## Work instruction
In the entries, find all lines that hold the word "dead" and copy them.
■ ■ ■ ■ ■ ■ ■
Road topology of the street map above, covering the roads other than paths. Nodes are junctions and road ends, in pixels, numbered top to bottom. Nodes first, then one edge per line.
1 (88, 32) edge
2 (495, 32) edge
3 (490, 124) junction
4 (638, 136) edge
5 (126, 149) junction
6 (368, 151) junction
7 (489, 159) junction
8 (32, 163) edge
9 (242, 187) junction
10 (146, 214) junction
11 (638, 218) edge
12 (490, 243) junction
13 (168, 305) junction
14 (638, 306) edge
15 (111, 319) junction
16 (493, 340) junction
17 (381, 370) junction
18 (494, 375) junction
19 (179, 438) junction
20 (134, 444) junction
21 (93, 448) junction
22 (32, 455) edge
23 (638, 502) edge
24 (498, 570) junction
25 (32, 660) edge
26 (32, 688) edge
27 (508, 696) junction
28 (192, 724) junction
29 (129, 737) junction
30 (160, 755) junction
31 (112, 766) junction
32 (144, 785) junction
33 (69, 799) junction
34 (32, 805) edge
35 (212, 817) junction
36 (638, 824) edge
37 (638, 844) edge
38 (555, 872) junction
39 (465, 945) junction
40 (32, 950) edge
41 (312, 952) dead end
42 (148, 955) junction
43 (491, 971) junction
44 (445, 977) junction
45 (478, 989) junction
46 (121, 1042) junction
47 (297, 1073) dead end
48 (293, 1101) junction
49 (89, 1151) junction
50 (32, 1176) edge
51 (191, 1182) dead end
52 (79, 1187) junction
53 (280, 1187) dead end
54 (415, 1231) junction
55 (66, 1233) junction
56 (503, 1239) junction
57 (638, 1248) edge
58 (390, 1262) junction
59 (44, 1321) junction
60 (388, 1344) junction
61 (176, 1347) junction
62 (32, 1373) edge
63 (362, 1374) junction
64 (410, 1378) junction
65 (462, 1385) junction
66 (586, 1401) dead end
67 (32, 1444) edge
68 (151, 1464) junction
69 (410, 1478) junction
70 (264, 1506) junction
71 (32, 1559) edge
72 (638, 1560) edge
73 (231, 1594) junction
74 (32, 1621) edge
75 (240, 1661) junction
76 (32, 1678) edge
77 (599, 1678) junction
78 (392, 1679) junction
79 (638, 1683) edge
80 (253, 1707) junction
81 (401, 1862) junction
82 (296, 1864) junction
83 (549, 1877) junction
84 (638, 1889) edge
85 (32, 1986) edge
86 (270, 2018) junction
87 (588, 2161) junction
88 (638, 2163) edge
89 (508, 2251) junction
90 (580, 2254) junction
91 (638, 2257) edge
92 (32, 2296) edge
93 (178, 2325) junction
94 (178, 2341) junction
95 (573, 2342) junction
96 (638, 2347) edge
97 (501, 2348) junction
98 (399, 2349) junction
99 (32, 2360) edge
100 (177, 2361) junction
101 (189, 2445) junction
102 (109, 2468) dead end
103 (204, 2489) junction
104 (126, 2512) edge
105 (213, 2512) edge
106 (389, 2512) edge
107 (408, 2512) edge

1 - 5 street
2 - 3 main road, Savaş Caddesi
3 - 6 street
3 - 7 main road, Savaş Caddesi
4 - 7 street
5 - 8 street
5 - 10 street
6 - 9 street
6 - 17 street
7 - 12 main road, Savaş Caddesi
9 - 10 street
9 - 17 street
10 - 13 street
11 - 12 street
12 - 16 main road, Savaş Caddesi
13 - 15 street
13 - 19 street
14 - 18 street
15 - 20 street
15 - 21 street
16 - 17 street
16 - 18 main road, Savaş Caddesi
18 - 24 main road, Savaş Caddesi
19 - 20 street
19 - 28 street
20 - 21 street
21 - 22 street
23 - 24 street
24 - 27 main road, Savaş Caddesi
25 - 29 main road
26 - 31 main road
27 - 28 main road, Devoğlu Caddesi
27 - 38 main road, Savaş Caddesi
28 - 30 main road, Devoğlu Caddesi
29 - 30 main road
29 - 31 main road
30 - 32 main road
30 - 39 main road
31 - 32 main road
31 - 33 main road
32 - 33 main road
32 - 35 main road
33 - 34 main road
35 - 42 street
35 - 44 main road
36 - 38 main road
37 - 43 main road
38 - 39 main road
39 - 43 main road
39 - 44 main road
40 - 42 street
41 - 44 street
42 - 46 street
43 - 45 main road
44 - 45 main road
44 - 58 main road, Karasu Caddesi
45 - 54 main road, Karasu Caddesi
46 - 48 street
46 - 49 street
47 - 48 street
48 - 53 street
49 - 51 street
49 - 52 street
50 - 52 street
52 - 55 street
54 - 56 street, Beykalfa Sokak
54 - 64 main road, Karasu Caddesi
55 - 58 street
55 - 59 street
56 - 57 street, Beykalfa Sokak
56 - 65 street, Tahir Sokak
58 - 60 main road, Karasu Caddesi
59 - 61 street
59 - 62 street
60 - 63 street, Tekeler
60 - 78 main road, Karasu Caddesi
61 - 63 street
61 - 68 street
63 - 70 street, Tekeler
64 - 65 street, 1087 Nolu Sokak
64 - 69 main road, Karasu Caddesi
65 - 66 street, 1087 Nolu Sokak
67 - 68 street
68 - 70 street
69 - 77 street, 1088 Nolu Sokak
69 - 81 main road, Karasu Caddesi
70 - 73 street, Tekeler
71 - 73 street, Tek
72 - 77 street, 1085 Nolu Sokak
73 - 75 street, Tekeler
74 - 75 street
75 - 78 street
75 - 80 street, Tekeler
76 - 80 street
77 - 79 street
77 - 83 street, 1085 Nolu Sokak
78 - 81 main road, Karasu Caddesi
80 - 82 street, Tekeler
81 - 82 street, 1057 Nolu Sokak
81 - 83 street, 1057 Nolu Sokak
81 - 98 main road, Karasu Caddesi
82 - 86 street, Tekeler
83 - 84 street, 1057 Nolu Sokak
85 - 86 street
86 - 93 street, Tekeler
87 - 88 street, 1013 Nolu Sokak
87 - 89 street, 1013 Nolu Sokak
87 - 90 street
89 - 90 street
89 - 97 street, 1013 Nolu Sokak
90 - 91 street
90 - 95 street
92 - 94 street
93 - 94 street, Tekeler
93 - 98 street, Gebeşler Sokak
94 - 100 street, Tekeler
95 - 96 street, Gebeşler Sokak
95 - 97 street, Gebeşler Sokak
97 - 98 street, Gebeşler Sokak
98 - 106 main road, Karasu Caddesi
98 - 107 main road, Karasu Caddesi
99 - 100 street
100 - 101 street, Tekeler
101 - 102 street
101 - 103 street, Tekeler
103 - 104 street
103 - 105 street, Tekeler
■ ■ ■ ■ ■ ■ ■
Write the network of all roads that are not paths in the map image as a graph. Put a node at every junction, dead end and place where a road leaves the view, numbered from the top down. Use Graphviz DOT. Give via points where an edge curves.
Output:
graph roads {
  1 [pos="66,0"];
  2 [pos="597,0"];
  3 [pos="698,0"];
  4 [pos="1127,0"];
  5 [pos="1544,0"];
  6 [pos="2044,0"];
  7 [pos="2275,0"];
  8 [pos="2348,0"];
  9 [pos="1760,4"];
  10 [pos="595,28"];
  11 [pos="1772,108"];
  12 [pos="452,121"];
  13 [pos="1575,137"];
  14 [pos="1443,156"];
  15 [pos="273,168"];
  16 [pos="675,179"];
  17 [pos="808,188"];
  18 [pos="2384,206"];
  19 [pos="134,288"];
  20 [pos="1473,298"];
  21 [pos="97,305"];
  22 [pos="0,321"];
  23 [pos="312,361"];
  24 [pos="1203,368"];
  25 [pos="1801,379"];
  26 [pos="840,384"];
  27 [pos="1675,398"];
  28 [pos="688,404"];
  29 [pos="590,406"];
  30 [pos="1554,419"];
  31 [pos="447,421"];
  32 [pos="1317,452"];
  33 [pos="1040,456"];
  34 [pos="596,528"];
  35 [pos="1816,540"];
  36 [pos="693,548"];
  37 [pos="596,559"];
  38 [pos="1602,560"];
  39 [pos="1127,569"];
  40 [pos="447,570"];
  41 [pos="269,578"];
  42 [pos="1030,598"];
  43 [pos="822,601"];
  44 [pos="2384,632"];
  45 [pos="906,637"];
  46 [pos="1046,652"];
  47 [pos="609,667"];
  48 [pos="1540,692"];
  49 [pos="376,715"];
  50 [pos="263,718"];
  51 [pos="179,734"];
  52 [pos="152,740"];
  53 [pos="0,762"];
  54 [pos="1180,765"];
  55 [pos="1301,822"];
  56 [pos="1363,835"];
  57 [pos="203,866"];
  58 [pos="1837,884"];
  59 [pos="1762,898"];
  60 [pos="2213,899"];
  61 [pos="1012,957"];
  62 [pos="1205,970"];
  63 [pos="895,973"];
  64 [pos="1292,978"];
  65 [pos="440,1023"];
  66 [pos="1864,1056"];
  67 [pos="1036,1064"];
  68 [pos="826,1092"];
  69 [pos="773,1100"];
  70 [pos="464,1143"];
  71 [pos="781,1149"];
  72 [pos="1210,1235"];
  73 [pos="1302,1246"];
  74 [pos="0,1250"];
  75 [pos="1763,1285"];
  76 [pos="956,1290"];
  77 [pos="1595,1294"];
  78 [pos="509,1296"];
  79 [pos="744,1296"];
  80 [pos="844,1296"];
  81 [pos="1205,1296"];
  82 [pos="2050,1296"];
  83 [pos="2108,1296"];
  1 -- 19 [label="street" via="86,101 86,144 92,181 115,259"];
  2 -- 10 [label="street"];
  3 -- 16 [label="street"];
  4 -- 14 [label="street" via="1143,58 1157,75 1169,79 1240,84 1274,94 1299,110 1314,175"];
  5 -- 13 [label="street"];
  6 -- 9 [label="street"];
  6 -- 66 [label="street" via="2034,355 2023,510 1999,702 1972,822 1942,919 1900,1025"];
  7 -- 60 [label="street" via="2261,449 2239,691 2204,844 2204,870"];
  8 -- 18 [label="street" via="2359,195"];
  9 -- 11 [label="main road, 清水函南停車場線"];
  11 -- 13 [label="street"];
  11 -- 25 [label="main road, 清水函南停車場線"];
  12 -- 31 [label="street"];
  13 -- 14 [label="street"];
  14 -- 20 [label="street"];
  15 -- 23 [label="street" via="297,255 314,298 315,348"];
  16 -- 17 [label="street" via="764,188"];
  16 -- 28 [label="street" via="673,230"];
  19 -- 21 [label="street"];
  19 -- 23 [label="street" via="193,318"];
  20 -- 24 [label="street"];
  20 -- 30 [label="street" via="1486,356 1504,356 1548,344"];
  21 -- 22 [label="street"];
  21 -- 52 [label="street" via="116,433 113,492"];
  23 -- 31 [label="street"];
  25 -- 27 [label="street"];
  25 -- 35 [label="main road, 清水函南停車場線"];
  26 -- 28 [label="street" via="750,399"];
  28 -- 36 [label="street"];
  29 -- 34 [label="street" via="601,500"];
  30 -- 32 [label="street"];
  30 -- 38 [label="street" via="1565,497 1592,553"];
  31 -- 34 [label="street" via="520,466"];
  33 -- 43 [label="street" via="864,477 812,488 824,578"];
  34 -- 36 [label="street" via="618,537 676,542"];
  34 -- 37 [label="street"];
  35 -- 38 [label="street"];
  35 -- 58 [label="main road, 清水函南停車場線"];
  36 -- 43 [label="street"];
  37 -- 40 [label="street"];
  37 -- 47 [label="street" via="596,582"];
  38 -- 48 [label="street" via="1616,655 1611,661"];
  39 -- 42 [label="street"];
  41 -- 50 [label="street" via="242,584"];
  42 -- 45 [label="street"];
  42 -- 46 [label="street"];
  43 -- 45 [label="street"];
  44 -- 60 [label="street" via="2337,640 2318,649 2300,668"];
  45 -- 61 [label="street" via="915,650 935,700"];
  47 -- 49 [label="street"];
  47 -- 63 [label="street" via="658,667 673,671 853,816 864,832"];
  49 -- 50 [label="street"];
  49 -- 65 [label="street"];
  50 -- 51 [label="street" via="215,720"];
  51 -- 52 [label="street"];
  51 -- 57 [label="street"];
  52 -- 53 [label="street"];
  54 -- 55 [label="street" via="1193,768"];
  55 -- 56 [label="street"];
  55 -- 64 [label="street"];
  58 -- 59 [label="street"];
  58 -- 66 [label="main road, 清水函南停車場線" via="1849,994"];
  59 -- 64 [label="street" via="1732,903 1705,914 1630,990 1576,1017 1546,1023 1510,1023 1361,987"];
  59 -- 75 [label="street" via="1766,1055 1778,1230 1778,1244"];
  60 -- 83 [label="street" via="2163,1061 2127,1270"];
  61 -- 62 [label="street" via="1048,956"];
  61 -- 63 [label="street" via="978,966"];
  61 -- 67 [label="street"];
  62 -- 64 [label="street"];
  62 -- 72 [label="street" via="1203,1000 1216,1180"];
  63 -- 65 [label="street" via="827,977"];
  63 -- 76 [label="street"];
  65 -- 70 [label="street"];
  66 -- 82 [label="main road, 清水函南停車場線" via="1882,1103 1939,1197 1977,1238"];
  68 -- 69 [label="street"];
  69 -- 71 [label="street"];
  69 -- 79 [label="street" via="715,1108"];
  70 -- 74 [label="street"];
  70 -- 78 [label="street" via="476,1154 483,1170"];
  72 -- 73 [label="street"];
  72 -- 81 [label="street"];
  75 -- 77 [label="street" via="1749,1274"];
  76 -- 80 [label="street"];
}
■ ■ ■ ■ ■ ■ ■
## Answer area
41 (312, 952) dead end
47 (297, 1073) dead end
51 (191, 1182) dead end
53 (280, 1187) dead end
66 (586, 1401) dead end
102 (109, 2468) dead end
Write the network of all roads that are not paths in the map image as a graph. Put a node at every junction, dead end and place where a road leaves the view, numbered from the top down. Use Graphviz DOT. Give via points where an edge curves.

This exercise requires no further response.